(Stored data entries)
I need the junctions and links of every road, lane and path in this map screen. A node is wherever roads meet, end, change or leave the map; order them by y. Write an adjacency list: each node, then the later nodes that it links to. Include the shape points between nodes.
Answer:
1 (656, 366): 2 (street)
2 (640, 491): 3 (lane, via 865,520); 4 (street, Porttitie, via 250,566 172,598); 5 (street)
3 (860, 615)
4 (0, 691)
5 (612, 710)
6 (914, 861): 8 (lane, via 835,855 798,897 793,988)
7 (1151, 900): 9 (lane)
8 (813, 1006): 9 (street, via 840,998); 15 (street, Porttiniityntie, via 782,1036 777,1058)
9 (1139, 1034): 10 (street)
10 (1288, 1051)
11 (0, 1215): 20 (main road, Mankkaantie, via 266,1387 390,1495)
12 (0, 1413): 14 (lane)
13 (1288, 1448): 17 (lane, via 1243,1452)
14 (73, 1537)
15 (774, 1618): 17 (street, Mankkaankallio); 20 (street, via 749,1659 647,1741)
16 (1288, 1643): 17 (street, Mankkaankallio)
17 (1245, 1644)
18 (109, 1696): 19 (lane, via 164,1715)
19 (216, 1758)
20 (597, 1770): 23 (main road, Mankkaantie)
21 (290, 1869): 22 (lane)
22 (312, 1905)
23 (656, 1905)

• **PROBLEM TO WORK ON**
From the first line to the last, return the data above exactly.

• **OUTPUT OF THE TASK**
I need the junctions and links of every road, lane and path in this map screen. A node is wherever roads meet, end, change or leave the map; order them by y. Write an adjacency list: each node, then the later nodes that it links to. Include the shape points between nodes.
Answer:
1 (656, 366): 2 (street)
2 (640, 491): 3 (lane, via 865,520); 4 (street, Porttitie, via 250,566 172,598); 5 (street)
3 (860, 615)
4 (0, 691)
5 (612, 710)
6 (914, 861): 8 (lane, via 835,855 798,897 793,988)
7 (1151, 900): 9 (lane)
8 (813, 1006): 9 (street, via 840,998); 15 (street, Porttiniityntie, via 782,1036 777,1058)
9 (1139, 1034): 10 (street)
10 (1288, 1051)
11 (0, 1215): 20 (main road, Mankkaantie, via 266,1387 390,1495)
12 (0, 1413): 14 (lane)
13 (1288, 1448): 17 (lane, via 1243,1452)
14 (73, 1537)
15 (774, 1618): 17 (street, Mankkaankallio); 20 (street, via 749,1659 647,1741)
16 (1288, 1643): 17 (street, Mankkaankallio)
17 (1245, 1644)
18 (109, 1696): 19 (lane, via 164,1715)
19 (216, 1758)
20 (597, 1770): 23 (main road, Mankkaantie)
21 (290, 1869): 22 (lane)
22 (312, 1905)
23 (656, 1905)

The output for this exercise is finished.